Blinded by anger and horrific memories she kidnaps him, hitting him in the head with a hammer and shoving him in the trunk of her car. When Lewis gets home to find the man, who denies Maja’s charges and claims to be a Swiss citizen named Thomas (Joel Kinnaman, who, in real life went to high school with Rapace), tied up in the basement he is rightfully perplexed. Maja had never shared to the details of her ordeal with her husband but he trusts her and goes along with plan to get a confession, one way or another. “I’m not the man you think I am,” Thomas (or whatever his name is) says, begging to be let go. She is tortured by the memory of what happened and why her sister was shot and she wasn’t. “Help me remember,” she says to him. “It is your only way out of here.”

“The Secrets We Keep” raises questions of trust, survivor’s guilt and the corrosive nature of secrets. It’s a gritty, unsentimental movie that ratches up the tension with ideas, not action. How reliable is Maja’s memory? What amount of scepticism should Lewis bring to this situation? Is vengeance morally correct? Those questions and more hang heavy over the plot, confronting the viewer to assess their own feelings and biases.

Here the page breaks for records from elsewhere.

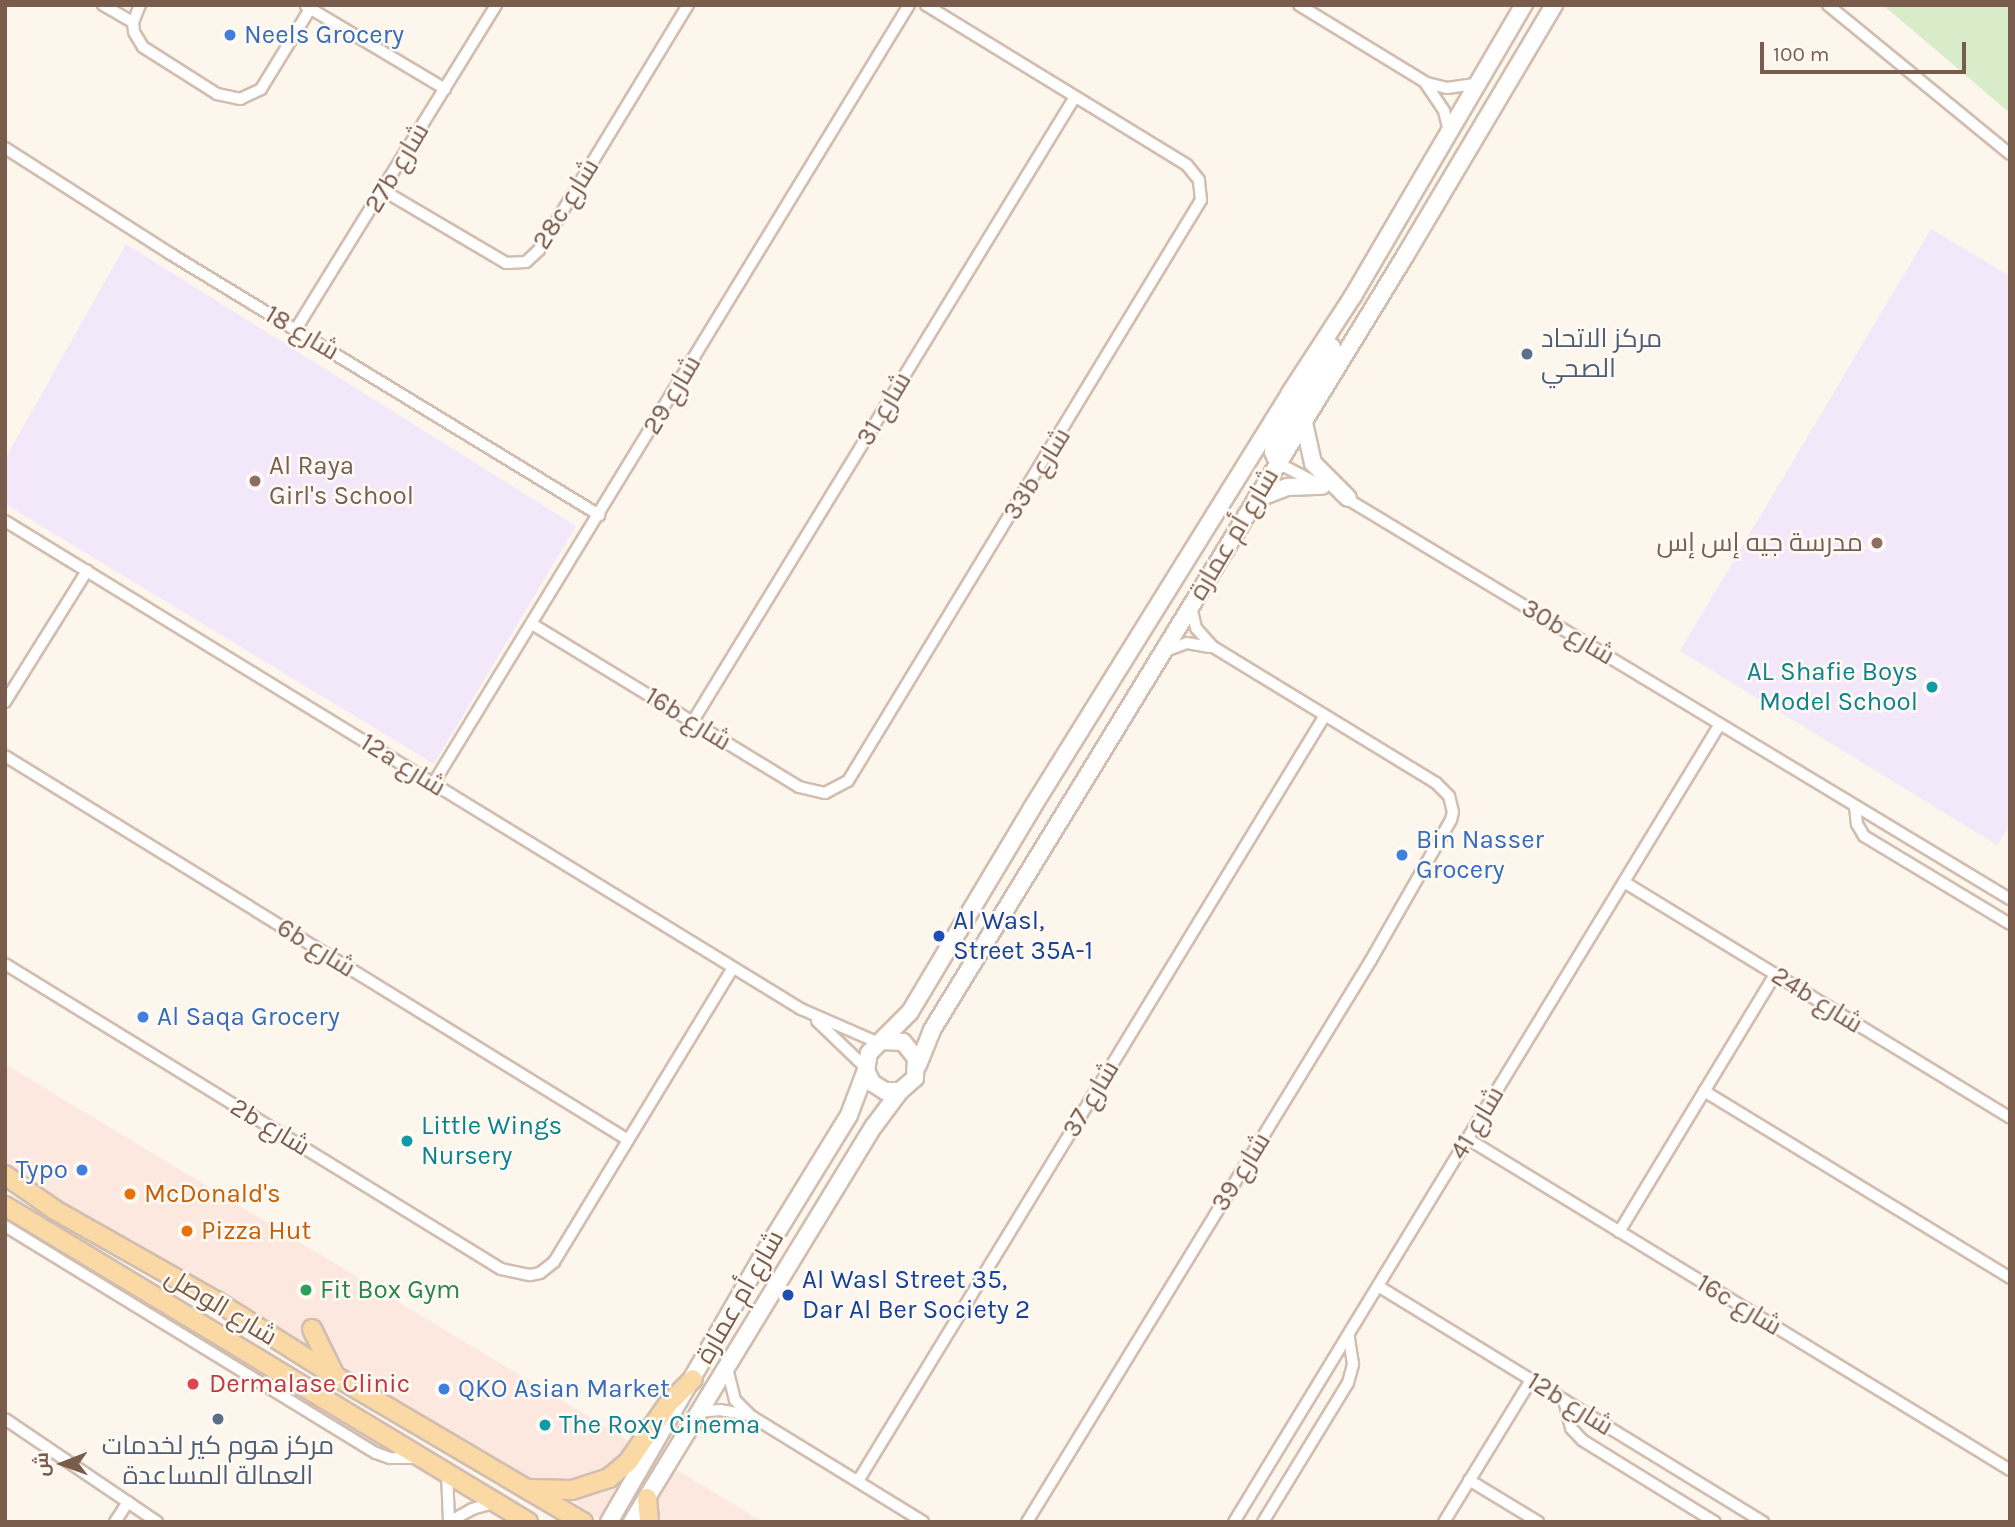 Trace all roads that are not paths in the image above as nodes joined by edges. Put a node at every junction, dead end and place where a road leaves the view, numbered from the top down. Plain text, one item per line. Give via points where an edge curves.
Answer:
1 (103, 5) edge
2 (140, 5) edge
3 (496, 5) edge
4 (688, 5) edge
5 (909, 5) edge
6 (926, 5) edge
7 (1299, 5) edge
8 (1524, 5) edge
9 (1554, 5) edge
10 (1828, 5) edge
11 (307, 7) edge
12 (133, 22) junction
13 (1418, 78) junction
14 (1477, 83) junction
15 (445, 89) junction
16 (1075, 97) junction
17 (1449, 131) junction
18 (5, 148) edge
19 (2010, 154) edge
20 (384, 191) junction
21 (1353, 296) junction
22 (296, 329) junction
23 (1304, 423) junction
24 (1278, 463) junction
25 (1322, 486) junction
26 (1348, 498) junction
27 (1256, 499) junction
28 (599, 515) junction
29 (5, 521) edge
30 (87, 571) junction
31 (1191, 606) junction
32 (532, 624) junction
33 (1213, 648) junction
34 (1161, 653) junction
35 (5, 702) edge
36 (1324, 717) junction
37 (693, 721) junction
38 (1720, 724) junction
39 (5, 756) edge
40 (848, 781) joint
41 (433, 784) junction
42 (1855, 806) junction
43 (1624, 882) junction
44 (2008, 894) edge
45 (2010, 924) edge
46 (5, 964) edge
47 (733, 968) junction
48 (1774, 974) junction
49 (801, 1009) junction
50 (880, 1042) junction
51 (918, 1065) junction
52 (865, 1068) junction
53 (900, 1091) junction
54 (1704, 1091) junction
55 (2010, 1118) edge
56 (1468, 1139) junction
57 (628, 1140) junction
58 (5, 1175) edge
59 (5, 1187) edge
60 (5, 1206) edge
61 (55, 1210) junction
62 (5, 1226) edge
63 (1619, 1231) junction
64 (2010, 1278) edge
65 (1378, 1286) junction
66 (312, 1329) dead end
67 (1348, 1334) junction
68 (727, 1368) junction
69 (335, 1376) junction
70 (693, 1379) junction
71 (1531, 1380) junction
72 (1564, 1400) junction
73 (698, 1412) junction
74 (751, 1416) junction
75 (5, 1419) edge
76 (423, 1457) junction
77 (446, 1470) junction
78 (2009, 1470) edge
79 (1469, 1480) junction
80 (858, 1481) junction
81 (521, 1488) junction
82 (647, 1498) junction
83 (128, 1502) junction
84 (497, 1502) junction
85 (449, 1521) edge
86 (115, 1522) edge
87 (157, 1522) edge
88 (528, 1522) edge
89 (583, 1522) edge
90 (610, 1522) edge
91 (632, 1522) edge
92 (649, 1522) edge
93 (923, 1522) edge
94 (1027, 1522) edge
95 (1234, 1522) edge
96 (1263, 1522) edge
97 (1444, 1522) edge
98 (1538, 1522) edge
99 (1715, 1522) edge
100 (1763, 1522) edge

1 - 12 street
2 - 12 street
3 - 15 street, 27b شارع
4 - 20 street, 28c شارع via 539,250 526,262 506,263
5 - 28 street, شارع 29
6 - 16 street
7 - 13 street
8 - 14 street, شارع أم عمارة
9 - 23 street, شارع أم عمارة
10 - 19 street
11 - 12 street via 261,89 240,100 217,94 144,47
11 - 15 street
13 - 14 street via 1447,88
13 - 17 street via 1439,101
14 - 17 street, شارع أم عمارة
15 - 20 street, 27b شارع
16 - 37 street, شارع 31
16 - 40 street, 33b شارع via 1187,165 1202,190 1198,210
17 - 21 street, شارع أم عمارة
18 - 22 street, شارع 18
20 - 22 street, 27b شارع
21 - 24 street via 1336,342 1275,441
21 - 50 street, شارع أم عمارة via 1045,787 910,1012
22 - 28 street, شارع 18
23 - 24 street, شارع أم عمارة
23 - 26 street via 1313,463
24 - 25 street, 30b شارع
24 - 27 street, شارع أم عمارة
25 - 26 street, 30b شارع
25 - 27 street via 1289,487
26 - 38 street, 30b شارع
27 - 31 street, شارع أم عمارة
28 - 32 street, شارع 29
29 - 30 street, 12a شارع
30 - 35 street
30 - 41 street, 12a شارع
31 - 33 street via 1196,628
31 - 34 street, شارع أم عمارة
32 - 37 street, 16b شارع
32 - 41 street, شارع 29
33 - 34 street via 1187,643
33 - 36 street
34 - 51 street, شارع أم عمارة via 932,1030
36 - 80 street, شارع 37
36 - 94 street, شارع 39 via 1444,789 1452,804 1451,820 1364,972
37 - 40 street, 16b شارع via 811,792 837,789
38 - 42 street, 30b شارع
38 - 43 street, شارع 41
39 - 57 street, 6b شارع
41 - 47 street, 12a شارع
42 - 44 street, 30b شارع
42 - 45 street via 1864,836
43 - 48 street, 24b شارع
43 - 56 street, شارع 41
46 - 57 street, 2b شارع via 500,1269 520,1275 540,1273 554,1262
47 - 49 street, 12a شارع
47 - 57 street
48 - 54 street
48 - 55 street, 24b شارع
49 - 50 street, 12a شارع
49 - 52 street, 12a شارع
50 - 51 street via 903,1042
50 - 52 street via 869,1053
51 - 53 street via 911,1084
52 - 53 street via 878,1088
52 - 70 street, شارع أم عمارة via 849,1115 762,1255
53 - 68 street, شارع أم عمارة via 874,1126
54 - 63 street
54 - 64 street
56 - 63 street, 16c شارع
56 - 65 street, شارع 41
58 - 61 main road, شارع الوصل
59 - 61 main road
60 - 76 main road, شارع الوصل
61 - 69 main road, شارع الوصل via 216,1301
62 - 76 street, شارع الوصل via 376,1453 390,1458
63 - 78 street, 16c شارع
65 - 67 street, شارع 41
65 - 71 street, 12b شارع
66 - 69 main road
67 - 95 street, شارع 41
67 - 96 street via 1351,1377
68 - 73 street, شارع أم عمارة
68 - 74 street via 735,1400
69 - 81 main road, شارع الوصل
70 - 81 main road via 668,1404 628,1462 609,1478 572,1490
70 - 90 street, شارع أم عمارة
71 - 72 street, 12b شارع
71 - 79 street
72 - 99 street via 1572,1428 1583,1440
72 - 100 street, 12b شارع
73 - 74 street via 730,1410
73 - 82 street, شارع أم عمارة
74 - 80 street
75 - 83 street
76 - 77 main road, شارع الوصل
77 - 84 main road, شارع الوصل
77 - 85 street
79 - 97 street
79 - 98 street
80 - 93 street
81 - 89 main road, شارع الوصل
82 - 91 street, شارع أم عمارة
82 - 92 main road
83 - 86 street
83 - 87 street
84 - 85 street via 472,1508
84 - 88 main road, شارع الوصل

The story isn’t particularly tricky but it is carefully calibrated to make you wonder who is telling the truth, who is lying and even, who can trust their memories of long-ago events.

Rapace does her best work ever in an English film, bringing some nuance to a character who could have been played with a much harder, vengeful edge. Messina brings the sense of his character’s confusion to life—You said we were going to do things together,” he says supportively, “and you torture him while I’m not here?”—while Kinnaman remains a cypher, a person who may or may not be the man Maja thinks he is. Each performance fits in place, creating a mosaic of truths and lies that is as compelling as it is confounding.